Saved data entries →
◇ ◇ ◇ ◇ ◇ ◇ ◇

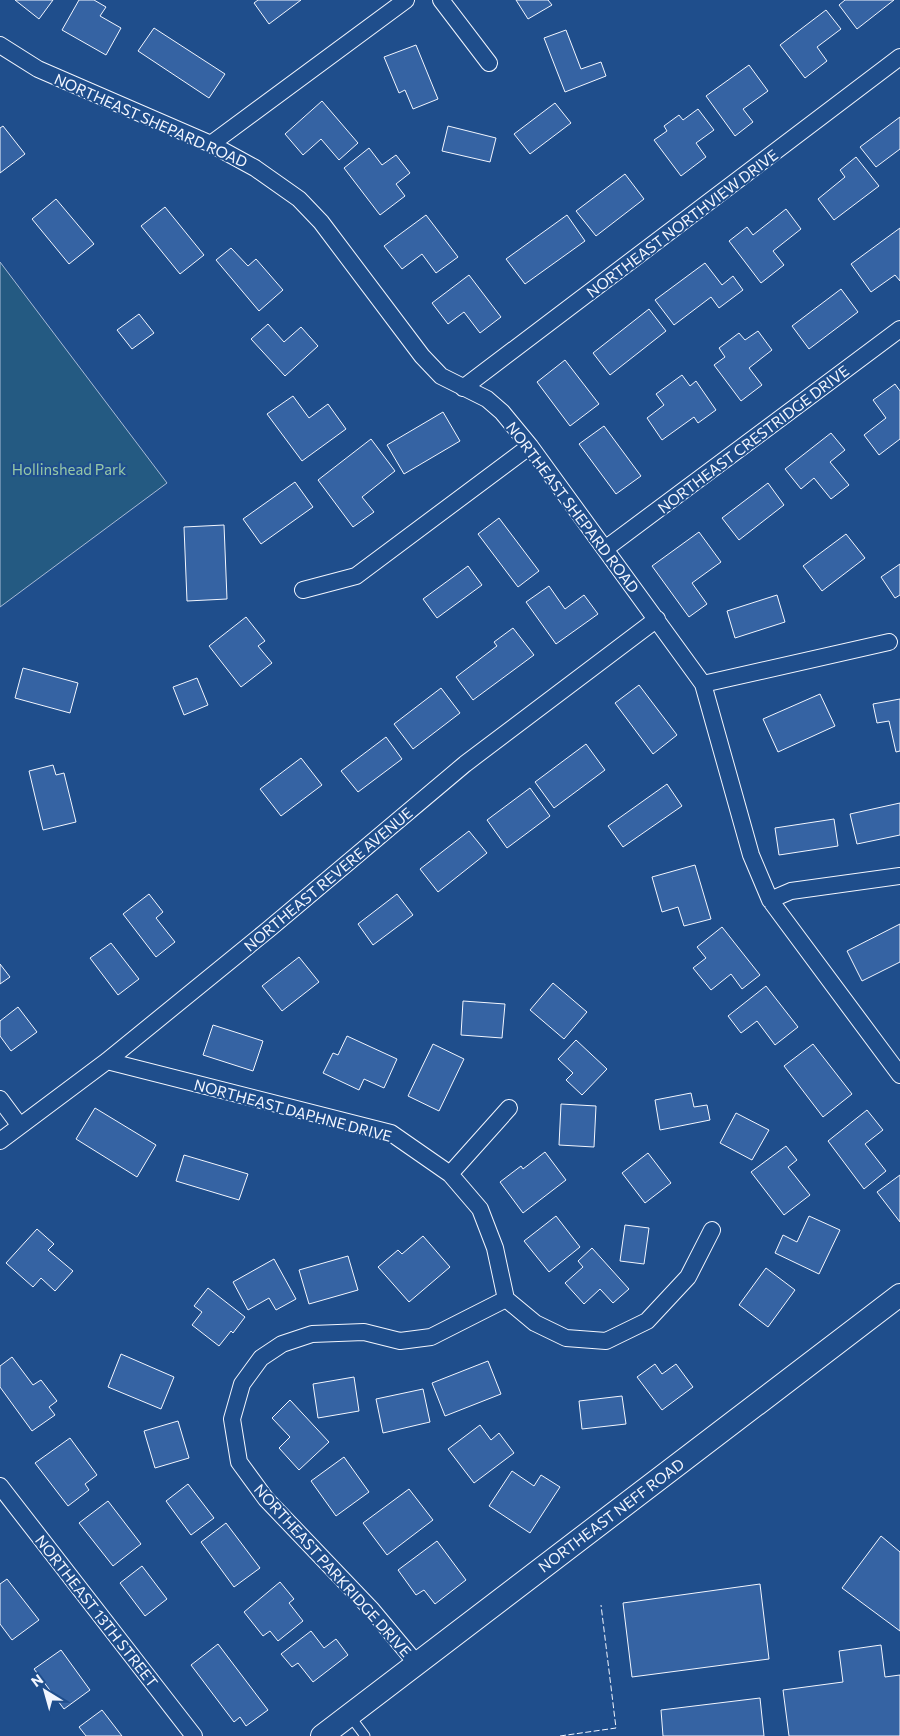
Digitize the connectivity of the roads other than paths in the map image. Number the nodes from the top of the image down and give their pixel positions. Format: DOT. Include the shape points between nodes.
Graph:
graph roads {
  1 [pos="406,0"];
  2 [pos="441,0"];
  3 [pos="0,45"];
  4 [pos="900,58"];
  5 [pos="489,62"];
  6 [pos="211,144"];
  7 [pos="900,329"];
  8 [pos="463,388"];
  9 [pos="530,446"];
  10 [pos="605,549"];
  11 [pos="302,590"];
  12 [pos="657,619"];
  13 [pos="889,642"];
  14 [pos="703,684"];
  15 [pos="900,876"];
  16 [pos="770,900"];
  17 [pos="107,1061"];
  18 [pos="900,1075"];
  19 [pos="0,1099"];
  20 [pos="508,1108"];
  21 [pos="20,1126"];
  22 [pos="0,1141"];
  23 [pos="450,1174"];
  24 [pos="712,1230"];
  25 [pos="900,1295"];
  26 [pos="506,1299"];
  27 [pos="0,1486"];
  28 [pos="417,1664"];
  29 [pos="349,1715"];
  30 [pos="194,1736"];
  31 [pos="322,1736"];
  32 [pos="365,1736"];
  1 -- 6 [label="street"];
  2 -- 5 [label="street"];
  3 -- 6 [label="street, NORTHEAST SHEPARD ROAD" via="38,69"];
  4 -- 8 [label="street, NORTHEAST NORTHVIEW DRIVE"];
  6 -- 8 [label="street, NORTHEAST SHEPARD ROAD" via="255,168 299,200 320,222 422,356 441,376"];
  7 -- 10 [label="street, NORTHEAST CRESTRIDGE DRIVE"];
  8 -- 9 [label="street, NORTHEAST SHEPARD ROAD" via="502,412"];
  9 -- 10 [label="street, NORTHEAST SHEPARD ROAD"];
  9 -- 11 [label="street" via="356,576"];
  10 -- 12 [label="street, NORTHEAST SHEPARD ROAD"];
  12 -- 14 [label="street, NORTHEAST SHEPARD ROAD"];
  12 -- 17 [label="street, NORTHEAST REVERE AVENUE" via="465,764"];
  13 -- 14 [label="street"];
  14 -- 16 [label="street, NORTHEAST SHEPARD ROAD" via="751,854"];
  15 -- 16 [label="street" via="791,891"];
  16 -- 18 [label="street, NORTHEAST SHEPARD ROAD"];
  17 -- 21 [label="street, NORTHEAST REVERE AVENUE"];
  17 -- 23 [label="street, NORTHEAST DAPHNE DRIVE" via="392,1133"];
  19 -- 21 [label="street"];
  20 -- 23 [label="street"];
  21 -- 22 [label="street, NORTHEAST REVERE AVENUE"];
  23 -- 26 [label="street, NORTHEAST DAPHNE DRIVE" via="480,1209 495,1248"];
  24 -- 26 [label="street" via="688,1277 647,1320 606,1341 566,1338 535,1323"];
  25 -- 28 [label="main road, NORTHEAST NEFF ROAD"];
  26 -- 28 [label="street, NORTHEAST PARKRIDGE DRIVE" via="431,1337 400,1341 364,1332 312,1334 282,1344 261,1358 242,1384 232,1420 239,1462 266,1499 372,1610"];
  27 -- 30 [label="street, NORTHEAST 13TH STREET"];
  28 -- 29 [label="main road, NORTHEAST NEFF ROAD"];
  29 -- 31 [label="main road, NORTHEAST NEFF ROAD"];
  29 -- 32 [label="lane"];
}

◇ ◇ ◇ ◇ ◇ ◇ ◇

Try it → Pull out the lines above in which the word "AVENUE" appears.

Task solution →
  12 -- 17 [label="street, NORTHEAST REVERE AVENUE" via="465,764"];
  17 -- 21 [label="street, NORTHEAST REVERE AVENUE"];
  21 -- 22 [label="street, NORTHEAST REVERE AVENUE"];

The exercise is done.